Tags: #Fantásia, #Aventuras

Corazón de Tinta (32 page)

—Nadie puede resucitar a los muertos, Meggie —prosiguió su padre—. A lo mejor es verdad que con la muerte comienza una nueva vida, pero el libro en el que está escrita aún no lo ha leído nadie y su autor seguro que no vive en un pueblecito de la costa y se dedica a jugar al fútbol con sus nietos. El nombre de tu madre no figura en una piedra como ésa, se esconde entre los pasajes de un libro y yo tengo una vaga idea de cómo cambiar lo que aconteció hace nueve años.

—¡Quieres volver!

—No, no. Te he dado mi palabra. ¿La he roto alguna vez?

Meggie negó con la cabeza. «La palabra que le diste a Dedo Polvoriento —pensó— sí que la has roto.» Pero silenció ese pensamiento.

—Lo comprendes, ¿no? —inquirió su padre—. Quiero hablar con Fenoglio, ésa es la única razón por la que deseo quedarme aquí.

Meggie contempló el mar. El sol se había abierto paso a través de las nubes y de repente el agua comenzó a brillar y a relucir como si acabaran de teñirla.

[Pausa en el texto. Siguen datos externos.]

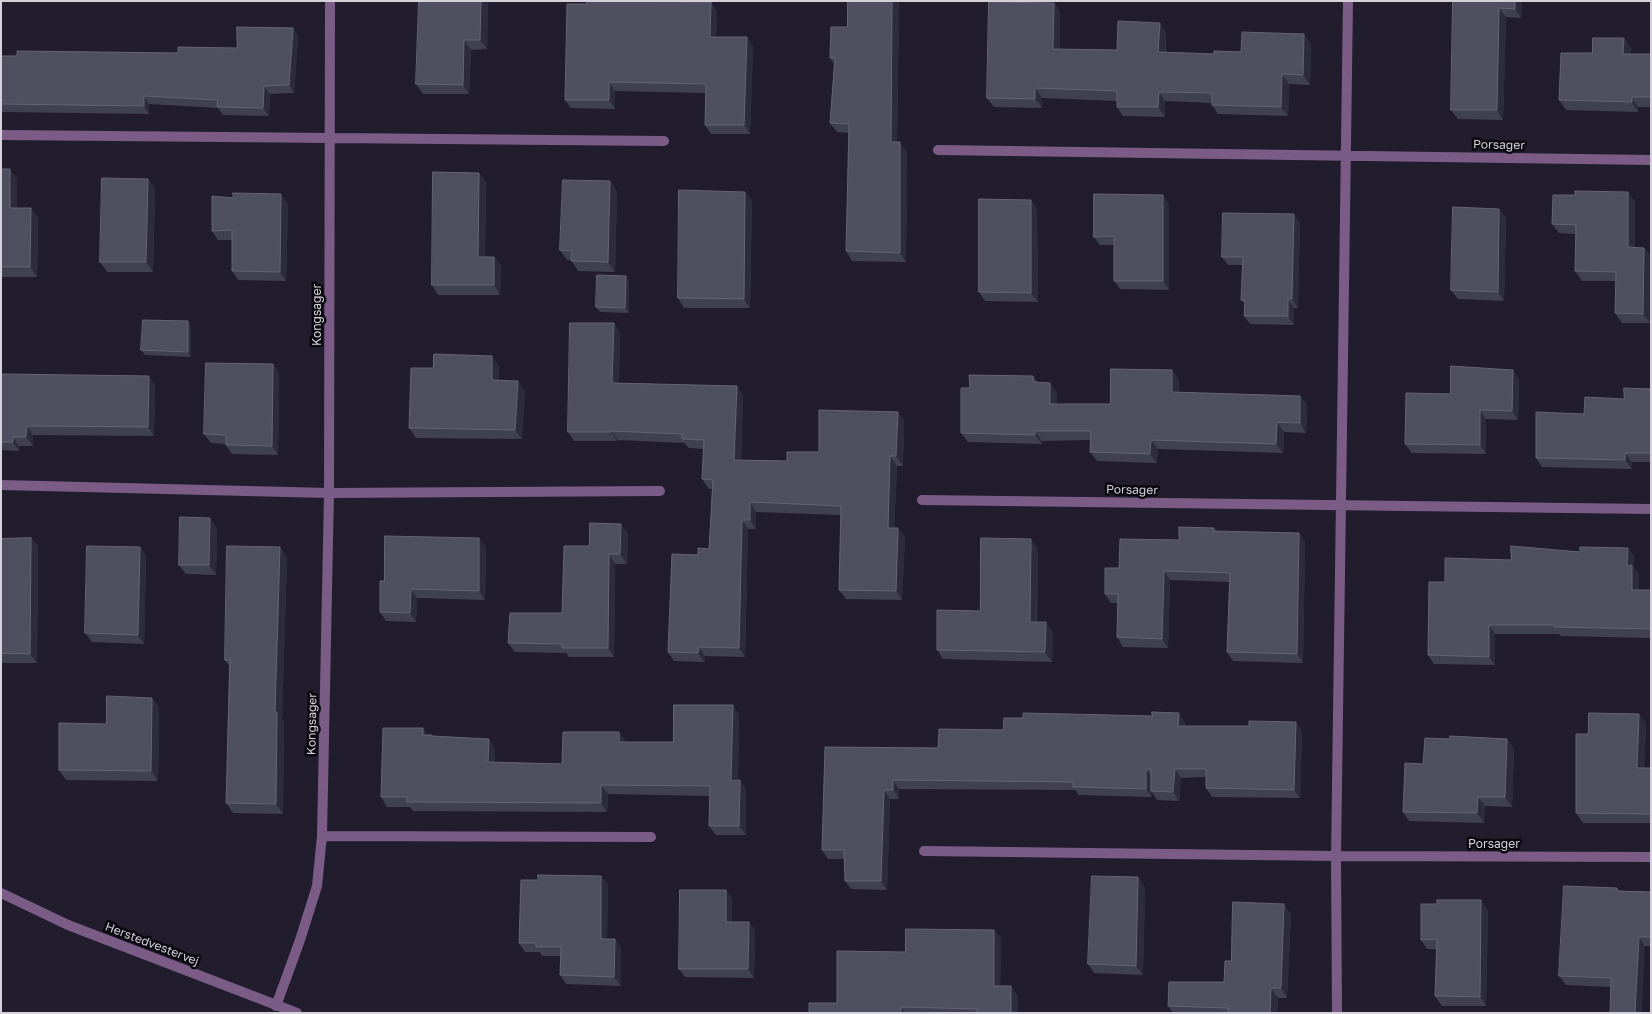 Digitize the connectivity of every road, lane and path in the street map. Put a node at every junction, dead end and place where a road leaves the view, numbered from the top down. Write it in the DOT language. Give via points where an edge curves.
graph roads {
  1 [pos="330,1"];
  2 [pos="1348,1"];
  3 [pos="1,135"];
  4 [pos="329,138"];
  5 [pos="664,141"];
  6 [pos="938,150"];
  7 [pos="1346,156"];
  8 [pos="1651,160"];
  9 [pos="1,486"];
  10 [pos="660,491"];
  11 [pos="330,492"];
  12 [pos="922,500"];
  13 [pos="1342,505"];
  14 [pos="1651,509"];
  15 [pos="322,836"];
  16 [pos="651,837"];
  17 [pos="924,850"];
  18 [pos="1336,856"];
  19 [pos="1651,857"];
  20 [pos="1,893"];
  21 [pos="276,1006"];
  22 [pos="297,1013"];
  23 [pos="1337,1013"];
  1 -- 4 [label="street, Kongsager"];
  2 -- 7 [label="street"];
  3 -- 4 [label="street"];
  4 -- 5 [label="street"];
  4 -- 11 [label="street, Kongsager"];
  6 -- 7 [label="street, Porsager"];
  7 -- 8 [label="street, Porsager"];
  7 -- 13 [label="street"];
  9 -- 11 [label="street"];
  10 -- 11 [label="street"];
  11 -- 15 [label="street, Kongsager"];
  12 -- 13 [label="street, Porsager"];
  13 -- 14 [label="street, Porsager"];
  13 -- 18 [label="street"];
  15 -- 16 [label="street"];
  15 -- 21 [label="street, Kongsager" via="317,886"];
  17 -- 18 [label="street, Porsager"];
  18 -- 19 [label="street, Porsager"];
  18 -- 23 [label="street"];
  20 -- 21 [label="street, Herstedvestervej" via="68,925"];
  21 -- 22 [label="street, Herstedvestervej"];
}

—No está lejos de aquí —murmuró la niña.

—¿Qué?

—El pueblo de Capricornio.

Su padre miró hacia el este.

—Así es. Qué raro que al final haya sentado sus reales precisamente en estos parajes, ¿verdad? Como si hubiese buscado un lugar parecido al país en el que se desarrolla su historia.

—¿Y qué ocurrirá si nos encuentra?

—¡Pamplinas! ¿Sabes cuántos pueblos hay en esta costa?

Meggie se encogió de hombros.

—Ya te encontró una vez, y entonces estabas muy, pero que muy lejos.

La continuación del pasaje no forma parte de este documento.